--- Records to use ---
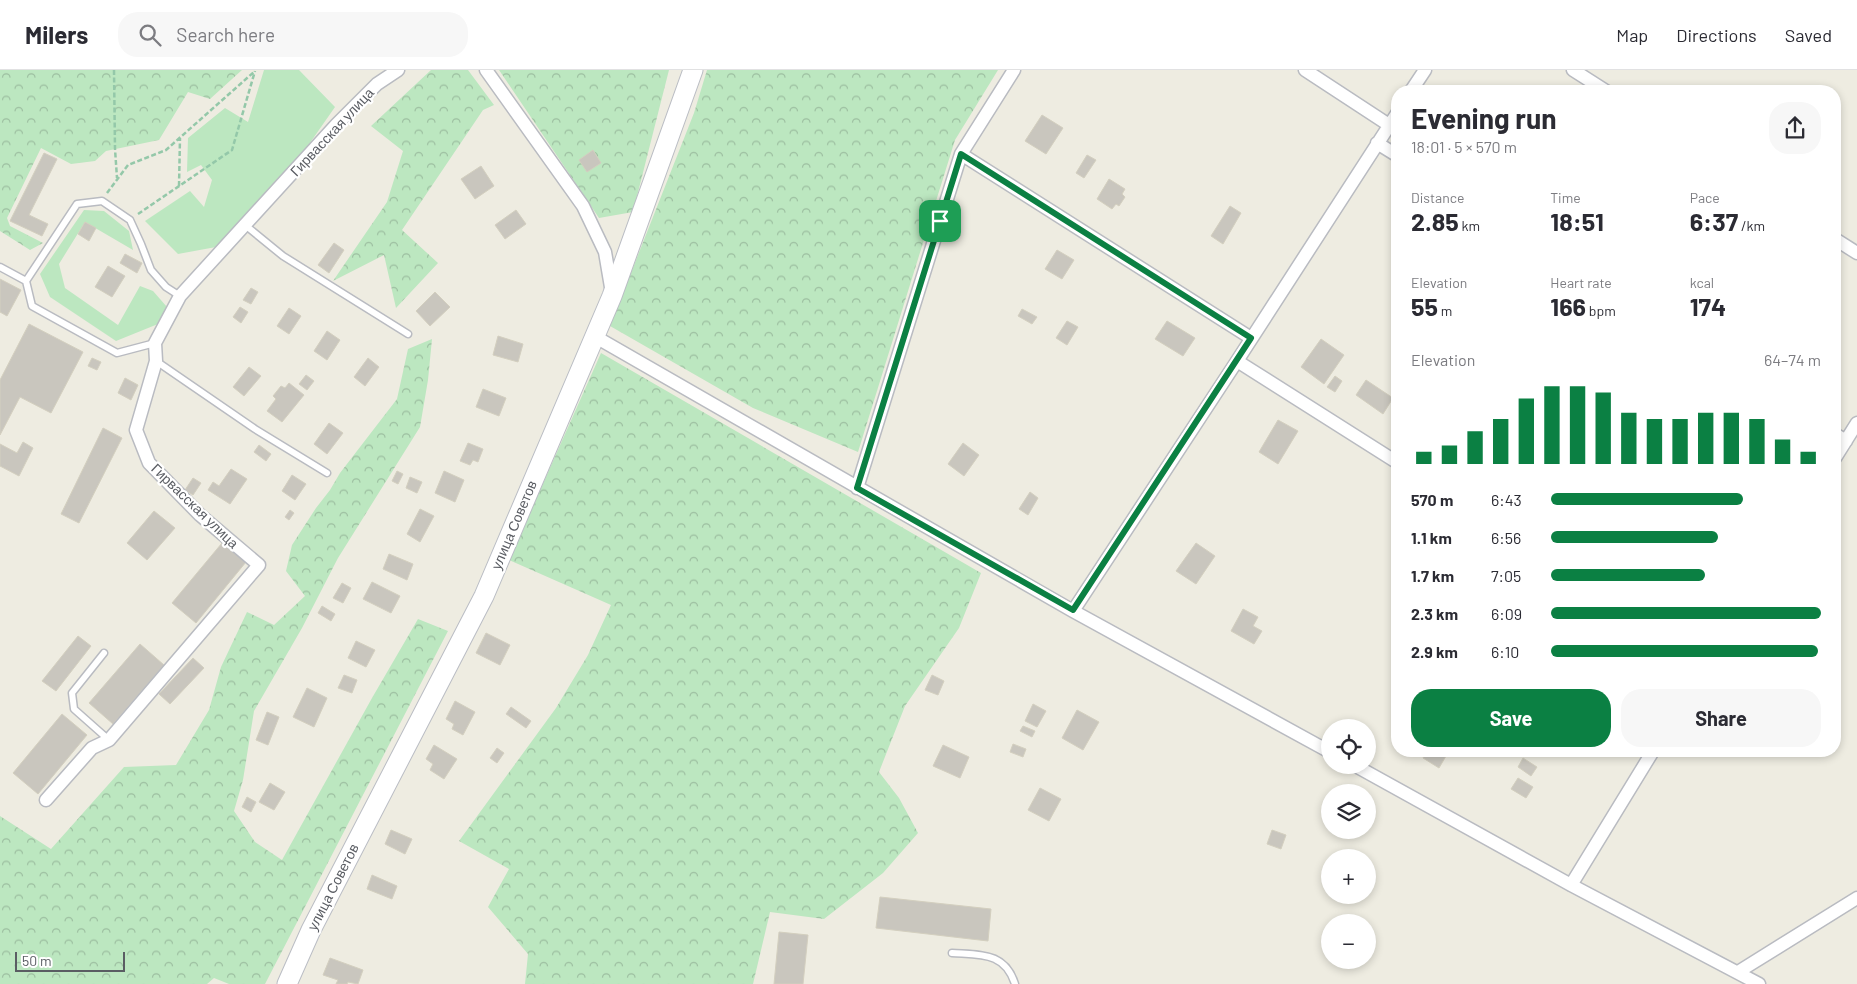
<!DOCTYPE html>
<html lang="en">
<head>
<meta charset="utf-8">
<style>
  body { margin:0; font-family:Barlow,sans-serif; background:#f7f7f7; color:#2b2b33; height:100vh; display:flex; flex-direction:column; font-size:19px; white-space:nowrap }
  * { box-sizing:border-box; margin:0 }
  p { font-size:16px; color:#7c7c81 }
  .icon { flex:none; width:28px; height:28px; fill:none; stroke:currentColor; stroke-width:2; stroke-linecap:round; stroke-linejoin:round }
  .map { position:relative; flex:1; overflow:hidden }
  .sheet { position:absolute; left:1391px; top:15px; width:450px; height:672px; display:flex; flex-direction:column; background:#fff; border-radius:20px; box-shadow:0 2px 8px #0003 }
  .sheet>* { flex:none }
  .controls { position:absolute; left:1321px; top:649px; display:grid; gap:10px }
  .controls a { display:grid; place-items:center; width:55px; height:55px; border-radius:50%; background:#fff; box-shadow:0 2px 8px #0003; font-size:25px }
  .scale { position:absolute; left:15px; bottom:12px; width:110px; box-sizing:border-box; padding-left:5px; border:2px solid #5a5d63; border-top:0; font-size:14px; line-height:18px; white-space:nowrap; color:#5a5d63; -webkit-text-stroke:4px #fff; paint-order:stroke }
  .pin { position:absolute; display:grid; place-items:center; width:42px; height:42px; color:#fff; margin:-21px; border-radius:10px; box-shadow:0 2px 8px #0006 }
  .round { display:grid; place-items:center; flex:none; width:52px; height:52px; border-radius:20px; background:#f7f7f7 }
  .headline { display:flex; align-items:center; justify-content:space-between; height:85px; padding:0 20px }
  h1 { font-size:28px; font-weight:700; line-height:38px }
  .figures { display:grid; grid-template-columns:repeat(3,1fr); gap:8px; height:85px; padding:5px 20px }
  .figures div { display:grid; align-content:center }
  .figures b { font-size:25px; font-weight:700 }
  .figures small { font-size:14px; font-weight:400 }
  .figures p { font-size:14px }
  .chart { height:140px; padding:10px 20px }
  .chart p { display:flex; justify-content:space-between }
  .chart svg { width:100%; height:90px; margin-top:5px; stroke:#0b8043; stroke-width:6 }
  .cta { display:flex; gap:10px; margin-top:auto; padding:10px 20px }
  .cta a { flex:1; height:58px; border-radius:20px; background:#0b8043; color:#fff; font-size:20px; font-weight:700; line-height:58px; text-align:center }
  .cta a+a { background:#f7f7f7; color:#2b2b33 }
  ul { padding:0 20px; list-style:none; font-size:16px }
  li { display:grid; grid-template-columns:80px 60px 1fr; align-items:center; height:38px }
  li i { height:12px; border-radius:6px; background:#0b8043 }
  header { display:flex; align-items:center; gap:30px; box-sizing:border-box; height:70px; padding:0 25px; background:#fff; border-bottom:1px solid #e1e1e2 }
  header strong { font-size:24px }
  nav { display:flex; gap:28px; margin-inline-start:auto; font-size:18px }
  .search { width:350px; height:45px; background:#f7f7f7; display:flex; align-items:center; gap:12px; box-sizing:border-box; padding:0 18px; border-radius:20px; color:#7c7c81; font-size:19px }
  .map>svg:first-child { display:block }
</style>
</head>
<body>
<header>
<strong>Milers</strong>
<div class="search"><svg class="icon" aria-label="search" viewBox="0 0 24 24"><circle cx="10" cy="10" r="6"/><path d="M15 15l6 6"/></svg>Search here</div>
<nav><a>Map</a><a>Directions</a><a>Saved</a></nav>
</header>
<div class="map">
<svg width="1857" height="914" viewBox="0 0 1857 914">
  <defs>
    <pattern id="forest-crowns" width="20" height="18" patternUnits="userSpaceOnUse" patternTransform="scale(1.25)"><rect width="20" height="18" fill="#bce7c0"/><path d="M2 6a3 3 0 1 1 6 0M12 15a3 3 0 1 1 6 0" fill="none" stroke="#9cbea0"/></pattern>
  </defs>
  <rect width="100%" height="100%" fill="#eeece1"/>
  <path fill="#bce7c0" d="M264,0H299L335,37L291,100L216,177L178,184L145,151L190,121L204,137L212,110L201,95L187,102L188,68L225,38L248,52Z
    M84,140L104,141L129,161L133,180L85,152L59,194L65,218L118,255L140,216L153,221L167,237L158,254L116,271L50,227L40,204Z"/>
  <path fill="url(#forest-crowns)" d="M0,0H242L210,29L188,22L159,70L106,81L95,91L71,94L41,78L7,148L10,156L43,173L30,180L0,161Z
    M431,0H468L494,35L483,40L402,160L438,193L396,238L384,185L333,211L387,132L403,81L371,56Z
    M499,0H669L633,142L599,148Z
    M707,0H998L955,70L858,382L753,338L610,256L694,43Z
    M432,269L428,310L420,357L338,488L302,558L254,641L243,710L234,741L255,772L282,790L372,628L418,549L448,561L265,914H229L214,908L207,914H0V746L51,779L124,697L176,695L209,640L221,597L247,542L274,555L305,526L286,501L292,475L316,438L330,420L340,403L397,329L408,279Z
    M601,283L981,503L959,558L905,636L879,702L899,728L918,763L883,803L824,849L770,842L753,914H525L528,884L488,837L509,799L459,771L556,638L588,585L611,535L509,490Z"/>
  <path fill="#c9c6be" stroke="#d3cfbf" d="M1042,45L1063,58L1046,84L1025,71Z
    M593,80L601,93L587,102L579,90Z
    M44,83L57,89L29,145L48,154L42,166L10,151Z
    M1087,85L1096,90L1084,108L1076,103Z
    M481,96L494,116L475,129L461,109Z
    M1109,109L1125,119L1122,124L1125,127L1119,136L1116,134L1112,139L1097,129Z
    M1230,136L1241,143L1223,174L1211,166Z
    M516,140L526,154L505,169L495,155Z
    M85,152L96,158L89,171L78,164Z
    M334,173L344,180L329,203L318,195Z
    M1057,180L1074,190L1062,209L1045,199Z
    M125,184L142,193L137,203L120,193Z
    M108,196L125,206L112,227L95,217Z
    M0,209L21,220L7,246L0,242Z
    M251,218L258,222L251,234L243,230Z
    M435,222L450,237L430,256L416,241Z
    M240,237L248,242L241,253L233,247Z
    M289,238L301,246L289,264L277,256Z
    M1022,239L1037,247L1032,254L1018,246Z
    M1067,251L1078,257L1067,275L1056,268Z
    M1167,251L1195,268L1183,286L1155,269Z
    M29,254L83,282L51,343L20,327L0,365V310Z
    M327,261L340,270L327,290L314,281Z
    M498,266L523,274L518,292L493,285Z
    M1321,269L1344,285L1324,314L1301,297Z
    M92,288L101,292L97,300L88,296Z
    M368,288L379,297L365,316L354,307Z
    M249,297L261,306L244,326L233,317Z
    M306,305L314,311L307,320L299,314Z
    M1335,306L1342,311L1335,322L1327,317Z
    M125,308L138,315L131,330L118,323Z
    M1366,310L1393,328L1383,344L1356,325Z
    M289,313L304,325L282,352L267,341L276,329L273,326L281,316L285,318Z
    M483,319L506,328L499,346L476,337Z
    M1278,350L1298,361L1278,394L1259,382Z
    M329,353L343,363L327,384L314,374Z
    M103,358L122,368L79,453L61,444Z
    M23,372L33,378L19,406L0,396V374L17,383Z
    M468,373L483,379L478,392L473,390L470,395L460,391Z
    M963,373L979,385L964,406L948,394Z
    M259,375L271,384L266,391L254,382Z
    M231,399L247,409L230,434L208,420L213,412L219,416Z
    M397,401L403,404L398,414L392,411Z
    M444,401L464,410L455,432L435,423Z
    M292,405L306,414L295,430L282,421Z
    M410,407L422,412L417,423L406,418Z
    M193,408L201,413L193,425L185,420Z
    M1030,422L1038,428L1028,445L1019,439Z
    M420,439L434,446L420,472L407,464Z
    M290,440L294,443L289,450L285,447Z
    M154,441L175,458L147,490L127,473Z
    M222,473L246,492L196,553L172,533Z
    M1196,473L1215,486L1196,514L1176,501Z
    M389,484L413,494L407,510L383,499Z
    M372,512L400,526L391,543L363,529Z
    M342,513L351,518L343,533L333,528Z
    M322,536L335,544L331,551L318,543Z
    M1243,539L1258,547L1253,556L1262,561L1254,574L1231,561Z
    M486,563L510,575L500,595L476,583Z
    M78,566L91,576L56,621L42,611Z
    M356,571L375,580L366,597L348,588Z
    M140,574L164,595L113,654L89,633Z
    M193,588L204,598L170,634L159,624Z
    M344,605L357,610L352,623L338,618Z
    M932,605L944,611L938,625L925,620Z
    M307,618L327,628L314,657L293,647Z
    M455,631L475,642L463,665L452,659L454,654L446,649Z
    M1033,634L1046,641L1037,657L1025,651Z
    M511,637L531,651L526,658L506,644Z
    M1077,640L1099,652L1083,680L1062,668Z
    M267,642L279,647L268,675L256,670Z
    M62,644L87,665L38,724L13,703Z
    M1023,656L1035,661L1032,667L1020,661Z
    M1013,674L1026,679L1023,687L1010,682Z
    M434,675L457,689L444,709L430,700L433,694L426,689Z
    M943,675L969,687L960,708L933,696Z
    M497,678L504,683L497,693L490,688Z
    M1427,681H1439L1446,686L1439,698L1423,688Z
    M1523,688L1537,697L1531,706L1518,697Z
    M1518,708L1533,717L1526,728L1511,719Z
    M270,713L285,722L274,740L259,732Z
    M1040,718L1061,729L1049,751L1028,740Z
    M247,727L256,732L251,742L242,737Z
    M391,760L412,769L405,784L385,774Z
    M1272,760L1286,765L1281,779L1267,774Z
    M372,805L397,816L392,829L367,819Z
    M880,827L991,839L988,871L876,858Z
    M779,862L808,865L803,914H774Z
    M330,888L363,900L358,914L348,912L347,914H336L338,910L323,905Z"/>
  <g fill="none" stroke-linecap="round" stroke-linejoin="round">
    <g stroke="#b9bbc1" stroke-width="9">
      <path id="service" d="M245,155L283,186L408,264
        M0,197L26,211L32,236L117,283L155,273
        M26,211L77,134L102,131L130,150L141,174L151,200L166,217L180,226
        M156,291L255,359L327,403
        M104,583L72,623L74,639L109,670
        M952,883C981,885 1005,882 1015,914"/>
    </g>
    <g stroke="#b9bbc1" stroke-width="15">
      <path id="minor" d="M486,0L583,136L605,182L612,223
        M1305,0L1389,55
        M1573,0L1606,21
        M1411,21L1425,0
        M1377,73L1398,86
        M961,84L1251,268
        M1835,169L1857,183
        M594,266L1073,541L1330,682
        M1237,291L1398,393
        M1835,364L1846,371
        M1835,388L1857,353
        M857,418L961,84L1014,0
        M1073,541L1237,291L1398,42
        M1354,695L1571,815L1759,914
        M46,730L92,678L109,670L259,495L200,445L149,393L136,360L156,291L155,273L180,226L336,55L377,14L398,0
        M1571,815L1653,681
        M1738,902L1857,828"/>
    </g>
    <g stroke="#babdc4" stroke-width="21">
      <path id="secondary" d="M287,914L311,860L484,526L612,226L693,0"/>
    </g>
    <path stroke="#94c8a9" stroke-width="2.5" stroke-dasharray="5 2.5" stroke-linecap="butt" d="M114,0L115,79L117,108
      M179,116L180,68
      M107,123L128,95L166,80L255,1
      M138,144L232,80L255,1"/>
    <use href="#service" stroke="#fff" stroke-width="6"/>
    <use href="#minor" stroke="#fff" stroke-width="12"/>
    <use href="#secondary" stroke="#fff" stroke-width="19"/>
  </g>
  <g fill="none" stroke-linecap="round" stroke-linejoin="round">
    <g stroke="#fff" stroke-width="10">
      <path id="route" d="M961,84L1251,268L1073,540L857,418Z"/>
    </g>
    <use href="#route" stroke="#0b8043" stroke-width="6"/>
  </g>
  <g text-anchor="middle" stroke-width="4.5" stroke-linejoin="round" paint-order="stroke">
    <g font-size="14" fill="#5a5d63" stroke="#fff">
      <text transform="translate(332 62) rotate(-47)" y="5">Гирвасская улица</text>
      <text transform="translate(195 436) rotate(44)" y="5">Гирвасская улица</text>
      <text transform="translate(514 455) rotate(-67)" y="5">улица Советов</text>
      <text transform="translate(333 817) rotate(-63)" y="5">улица Советов</text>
    </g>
  </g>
</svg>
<div class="controls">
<a><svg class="icon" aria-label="locate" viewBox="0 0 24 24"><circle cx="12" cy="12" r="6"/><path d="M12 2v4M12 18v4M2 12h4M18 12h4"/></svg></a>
<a><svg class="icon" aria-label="layers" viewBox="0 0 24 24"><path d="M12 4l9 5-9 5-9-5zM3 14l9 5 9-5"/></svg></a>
<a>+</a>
<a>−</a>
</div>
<div class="scale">50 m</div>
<div class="pin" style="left:940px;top:151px;background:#1e9e55"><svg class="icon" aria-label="arrive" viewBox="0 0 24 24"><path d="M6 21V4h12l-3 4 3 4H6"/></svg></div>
<section class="sheet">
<div class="headline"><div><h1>Evening run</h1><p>18:01 · 5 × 570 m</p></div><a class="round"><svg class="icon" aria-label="share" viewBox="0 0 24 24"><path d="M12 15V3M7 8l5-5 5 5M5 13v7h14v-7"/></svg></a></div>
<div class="figures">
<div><p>Distance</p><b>2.85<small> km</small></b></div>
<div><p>Time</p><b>18:51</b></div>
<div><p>Pace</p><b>6:37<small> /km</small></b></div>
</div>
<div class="figures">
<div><p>Elevation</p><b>55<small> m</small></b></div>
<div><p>Heart rate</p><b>166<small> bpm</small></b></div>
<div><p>kcal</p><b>174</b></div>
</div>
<div class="chart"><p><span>Elevation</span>64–74 m</p>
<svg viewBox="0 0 160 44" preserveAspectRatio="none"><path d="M5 44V38M15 44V35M25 44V28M35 44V22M45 44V12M55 44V6M65 44V6M75 44V9M85 44V19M95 44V22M105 44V22M115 44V19M125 44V19M135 44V22M145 44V32M155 44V38"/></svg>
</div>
<ul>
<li><b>570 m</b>6:43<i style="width:71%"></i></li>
<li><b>1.1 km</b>6:56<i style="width:62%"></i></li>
<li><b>1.7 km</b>7:05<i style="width:57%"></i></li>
<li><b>2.3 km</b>6:09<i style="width:100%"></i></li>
<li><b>2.9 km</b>6:10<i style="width:99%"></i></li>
</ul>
<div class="cta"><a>Save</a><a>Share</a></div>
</section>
</div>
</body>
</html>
---
→ Exercise brief
Show all lines in the records above that hold "absolute".

→ Expected output
  .sheet { position:absolute; left:1391px; top:15px; width:450px; height:672px; display:flex; flex-direction:column; background:#fff; border-radius:20px; box-shadow:0 2px 8px #0003 }
  .controls { position:absolute; left:1321px; top:649px; display:grid; gap:10px }
  .scale { position:absolute; left:15px; bottom:12px; width:110px; box-sizing:border-box; padding-left:5px; border:2px solid #5a5d63; border-top:0; font-size:14px; line-height:18px; white-space:nowrap; color:#5a5d63; -webkit-text-stroke:4px #fff; paint-order:stroke }
  .pin { position:absolute; display:grid; place-items:center; width:42px; height:42px; color:#fff; margin:-21px; border-radius:10px; box-shadow:0 2px 8px #0006 }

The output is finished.